#### [Aim of the exercise]
Leave every picture out, and retype all the remaining records exactly.

Stored items:
►
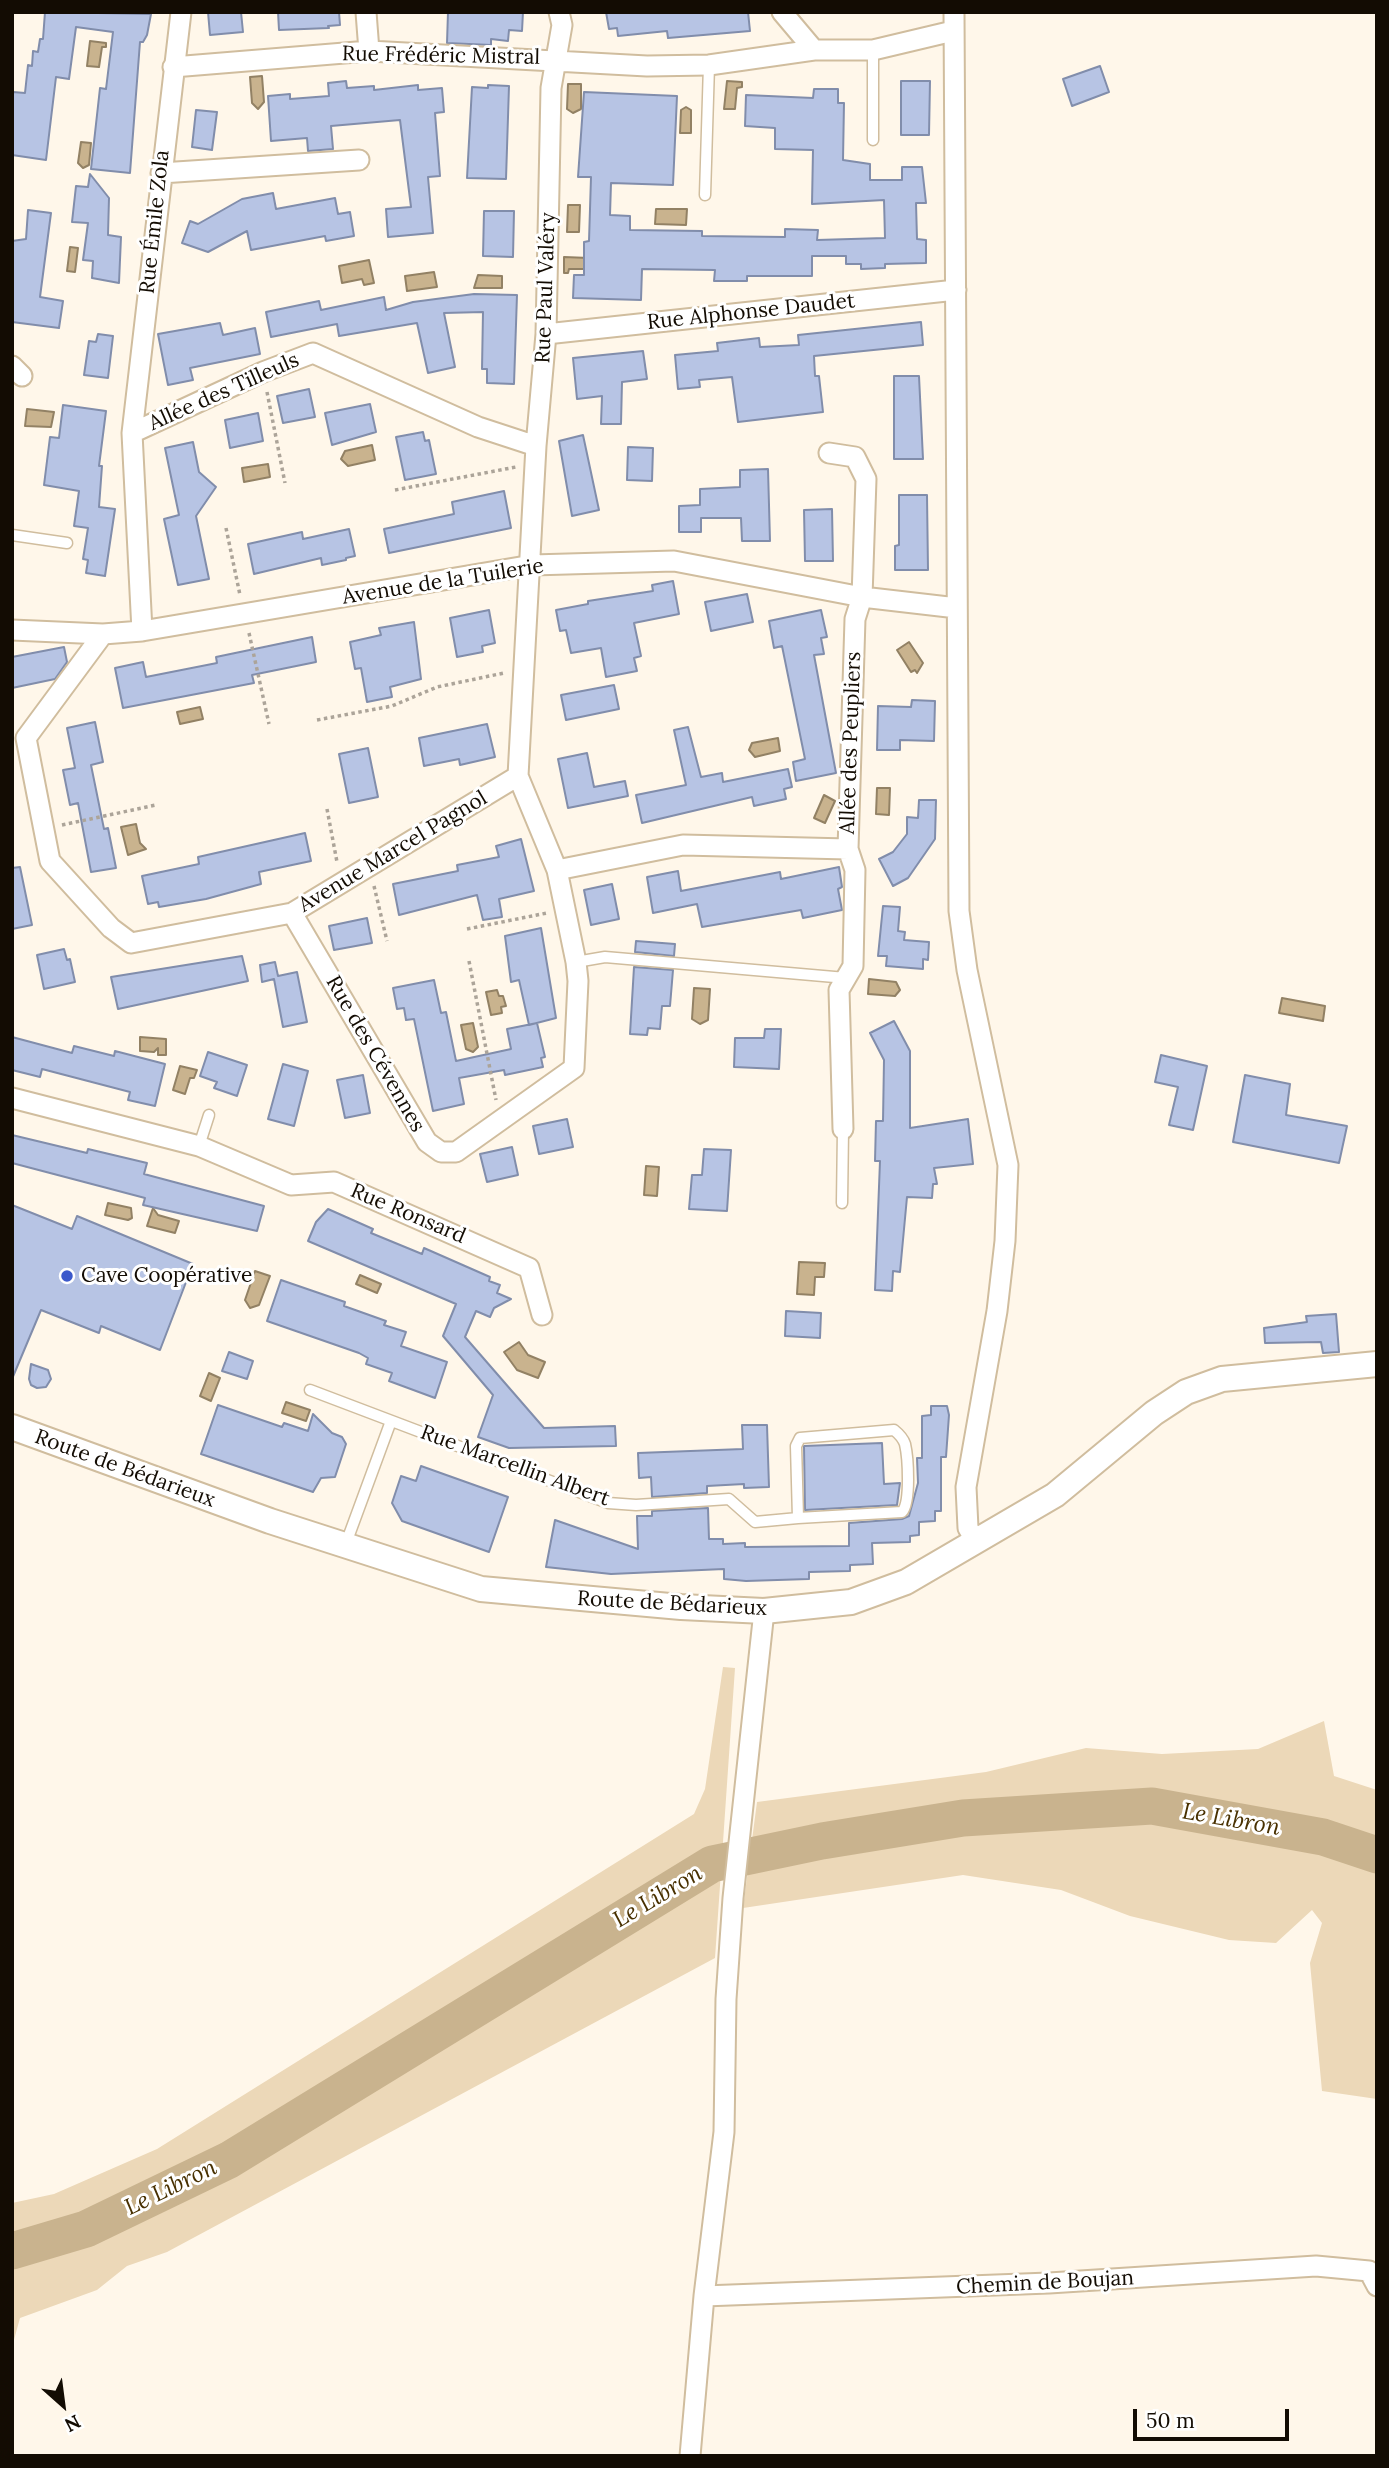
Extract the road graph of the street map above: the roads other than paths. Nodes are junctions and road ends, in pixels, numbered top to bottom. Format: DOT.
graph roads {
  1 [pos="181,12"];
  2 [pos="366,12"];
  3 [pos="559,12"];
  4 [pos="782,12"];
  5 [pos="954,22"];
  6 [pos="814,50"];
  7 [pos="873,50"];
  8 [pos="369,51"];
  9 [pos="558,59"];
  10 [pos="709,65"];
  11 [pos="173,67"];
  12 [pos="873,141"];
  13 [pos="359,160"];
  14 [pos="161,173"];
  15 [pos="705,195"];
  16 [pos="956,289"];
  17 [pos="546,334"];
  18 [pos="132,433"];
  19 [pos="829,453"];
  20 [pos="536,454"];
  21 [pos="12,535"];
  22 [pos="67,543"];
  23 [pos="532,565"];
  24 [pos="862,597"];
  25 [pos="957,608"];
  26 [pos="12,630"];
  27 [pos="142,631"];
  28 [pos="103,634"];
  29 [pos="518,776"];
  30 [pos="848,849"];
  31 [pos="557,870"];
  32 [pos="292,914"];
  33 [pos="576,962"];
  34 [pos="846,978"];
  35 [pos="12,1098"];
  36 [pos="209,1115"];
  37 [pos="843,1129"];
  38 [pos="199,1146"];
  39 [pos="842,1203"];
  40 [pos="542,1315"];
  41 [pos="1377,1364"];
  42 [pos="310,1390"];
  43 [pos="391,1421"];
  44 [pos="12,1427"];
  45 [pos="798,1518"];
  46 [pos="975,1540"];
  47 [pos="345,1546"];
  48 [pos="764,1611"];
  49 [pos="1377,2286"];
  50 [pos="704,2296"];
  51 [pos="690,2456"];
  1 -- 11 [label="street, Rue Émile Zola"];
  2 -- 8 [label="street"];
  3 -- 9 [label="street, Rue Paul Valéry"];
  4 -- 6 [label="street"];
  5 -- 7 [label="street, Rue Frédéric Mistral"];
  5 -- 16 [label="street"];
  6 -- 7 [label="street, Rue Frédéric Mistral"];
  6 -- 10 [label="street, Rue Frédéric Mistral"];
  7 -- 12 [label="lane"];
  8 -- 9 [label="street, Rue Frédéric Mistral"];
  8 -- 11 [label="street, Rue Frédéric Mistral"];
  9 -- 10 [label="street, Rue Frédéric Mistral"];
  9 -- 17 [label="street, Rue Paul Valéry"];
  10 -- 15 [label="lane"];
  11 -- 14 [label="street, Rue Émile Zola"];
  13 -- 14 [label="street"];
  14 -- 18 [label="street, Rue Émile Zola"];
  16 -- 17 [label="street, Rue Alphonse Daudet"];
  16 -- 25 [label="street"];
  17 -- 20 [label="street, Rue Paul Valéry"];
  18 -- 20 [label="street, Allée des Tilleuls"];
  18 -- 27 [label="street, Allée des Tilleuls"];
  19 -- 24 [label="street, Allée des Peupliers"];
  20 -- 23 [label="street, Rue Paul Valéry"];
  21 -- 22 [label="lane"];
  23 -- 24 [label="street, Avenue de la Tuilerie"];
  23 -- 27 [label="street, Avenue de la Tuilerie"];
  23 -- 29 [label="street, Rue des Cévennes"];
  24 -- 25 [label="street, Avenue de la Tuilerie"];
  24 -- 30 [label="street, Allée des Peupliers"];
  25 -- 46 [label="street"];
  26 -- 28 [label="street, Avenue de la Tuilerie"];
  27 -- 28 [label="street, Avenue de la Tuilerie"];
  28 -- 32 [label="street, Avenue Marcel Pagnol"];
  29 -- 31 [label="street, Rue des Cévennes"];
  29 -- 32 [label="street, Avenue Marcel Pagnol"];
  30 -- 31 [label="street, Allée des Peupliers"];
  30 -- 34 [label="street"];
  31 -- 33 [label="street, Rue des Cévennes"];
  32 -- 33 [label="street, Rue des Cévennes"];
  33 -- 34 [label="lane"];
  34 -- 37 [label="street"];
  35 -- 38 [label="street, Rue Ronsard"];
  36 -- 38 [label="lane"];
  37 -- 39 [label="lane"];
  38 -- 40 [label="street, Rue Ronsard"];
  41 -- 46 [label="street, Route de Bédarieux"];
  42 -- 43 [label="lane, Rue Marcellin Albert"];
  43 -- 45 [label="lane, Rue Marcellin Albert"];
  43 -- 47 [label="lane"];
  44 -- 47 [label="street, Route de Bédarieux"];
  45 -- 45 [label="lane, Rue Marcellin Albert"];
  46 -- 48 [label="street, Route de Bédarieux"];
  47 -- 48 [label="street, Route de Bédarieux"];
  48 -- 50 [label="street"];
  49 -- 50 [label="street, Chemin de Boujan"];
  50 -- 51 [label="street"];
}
◄
#### [Result of this exercise]
Extract the road graph of the street map above: the roads other than paths. Nodes are junctions and road ends, in pixels, numbered top to bottom. Format: DOT.
graph roads {
  1 [pos="181,12"];
  2 [pos="366,12"];
  3 [pos="559,12"];
  4 [pos="782,12"];
  5 [pos="954,22"];
  6 [pos="814,50"];
  7 [pos="873,50"];
  8 [pos="369,51"];
  9 [pos="558,59"];
  10 [pos="709,65"];
  11 [pos="173,67"];
  12 [pos="873,141"];
  13 [pos="359,160"];
  14 [pos="161,173"];
  15 [pos="705,195"];
  16 [pos="956,289"];
  17 [pos="546,334"];
  18 [pos="132,433"];
  19 [pos="829,453"];
  20 [pos="536,454"];
  21 [pos="12,535"];
  22 [pos="67,543"];
  23 [pos="532,565"];
  24 [pos="862,597"];
  25 [pos="957,608"];
  26 [pos="12,630"];
  27 [pos="142,631"];
  28 [pos="103,634"];
  29 [pos="518,776"];
  30 [pos="848,849"];
  31 [pos="557,870"];
  32 [pos="292,914"];
  33 [pos="576,962"];
  34 [pos="846,978"];
  35 [pos="12,1098"];
  36 [pos="209,1115"];
  37 [pos="843,1129"];
  38 [pos="199,1146"];
  39 [pos="842,1203"];
  40 [pos="542,1315"];
  41 [pos="1377,1364"];
  42 [pos="310,1390"];
  43 [pos="391,1421"];
  44 [pos="12,1427"];
  45 [pos="798,1518"];
  46 [pos="975,1540"];
  47 [pos="345,1546"];
  48 [pos="764,1611"];
  49 [pos="1377,2286"];
  50 [pos="704,2296"];
  51 [pos="690,2456"];
  1 -- 11 [label="street, Rue Émile Zola"];
  2 -- 8 [label="street"];
  3 -- 9 [label="street, Rue Paul Valéry"];
  4 -- 6 [label="street"];
  5 -- 7 [label="street, Rue Frédéric Mistral"];
  5 -- 16 [label="street"];
  6 -- 7 [label="street, Rue Frédéric Mistral"];
  6 -- 10 [label="street, Rue Frédéric Mistral"];
  7 -- 12 [label="lane"];
  8 -- 9 [label="street, Rue Frédéric Mistral"];
  8 -- 11 [label="street, Rue Frédéric Mistral"];
  9 -- 10 [label="street, Rue Frédéric Mistral"];
  9 -- 17 [label="street, Rue Paul Valéry"];
  10 -- 15 [label="lane"];
  11 -- 14 [label="street, Rue Émile Zola"];
  13 -- 14 [label="street"];
  14 -- 18 [label="street, Rue Émile Zola"];
  16 -- 17 [label="street, Rue Alphonse Daudet"];
  16 -- 25 [label="street"];
  17 -- 20 [label="street, Rue Paul Valéry"];
  18 -- 20 [label="street, Allée des Tilleuls"];
  18 -- 27 [label="street, Allée des Tilleuls"];
  19 -- 24 [label="street, Allée des Peupliers"];
  20 -- 23 [label="street, Rue Paul Valéry"];
  21 -- 22 [label="lane"];
  23 -- 24 [label="street, Avenue de la Tuilerie"];
  23 -- 27 [label="street, Avenue de la Tuilerie"];
  23 -- 29 [label="street, Rue des Cévennes"];
  24 -- 25 [label="street, Avenue de la Tuilerie"];
  24 -- 30 [label="street, Allée des Peupliers"];
  25 -- 46 [label="street"];
  26 -- 28 [label="street, Avenue de la Tuilerie"];
  27 -- 28 [label="street, Avenue de la Tuilerie"];
  28 -- 32 [label="street, Avenue Marcel Pagnol"];
  29 -- 31 [label="street, Rue des Cévennes"];
  29 -- 32 [label="street, Avenue Marcel Pagnol"];
  30 -- 31 [label="street, Allée des Peupliers"];
  30 -- 34 [label="street"];
  31 -- 33 [label="street, Rue des Cévennes"];
  32 -- 33 [label="street, Rue des Cévennes"];
  33 -- 34 [label="lane"];
  34 -- 37 [label="street"];
  35 -- 38 [label="street, Rue Ronsard"];
  36 -- 38 [label="lane"];
  37 -- 39 [label="lane"];
  38 -- 40 [label="street, Rue Ronsard"];
  41 -- 46 [label="street, Route de Bédarieux"];
  42 -- 43 [label="lane, Rue Marcellin Albert"];
  43 -- 45 [label="lane, Rue Marcellin Albert"];
  43 -- 47 [label="lane"];
  44 -- 47 [label="street, Route de Bédarieux"];
  45 -- 45 [label="lane, Rue Marcellin Albert"];
  46 -- 48 [label="street, Route de Bédarieux"];
  47 -- 48 [label="street, Route de Bédarieux"];
  48 -- 50 [label="street"];
  49 -- 50 [label="street, Chemin de Boujan"];
  50 -- 51 [label="street"];
}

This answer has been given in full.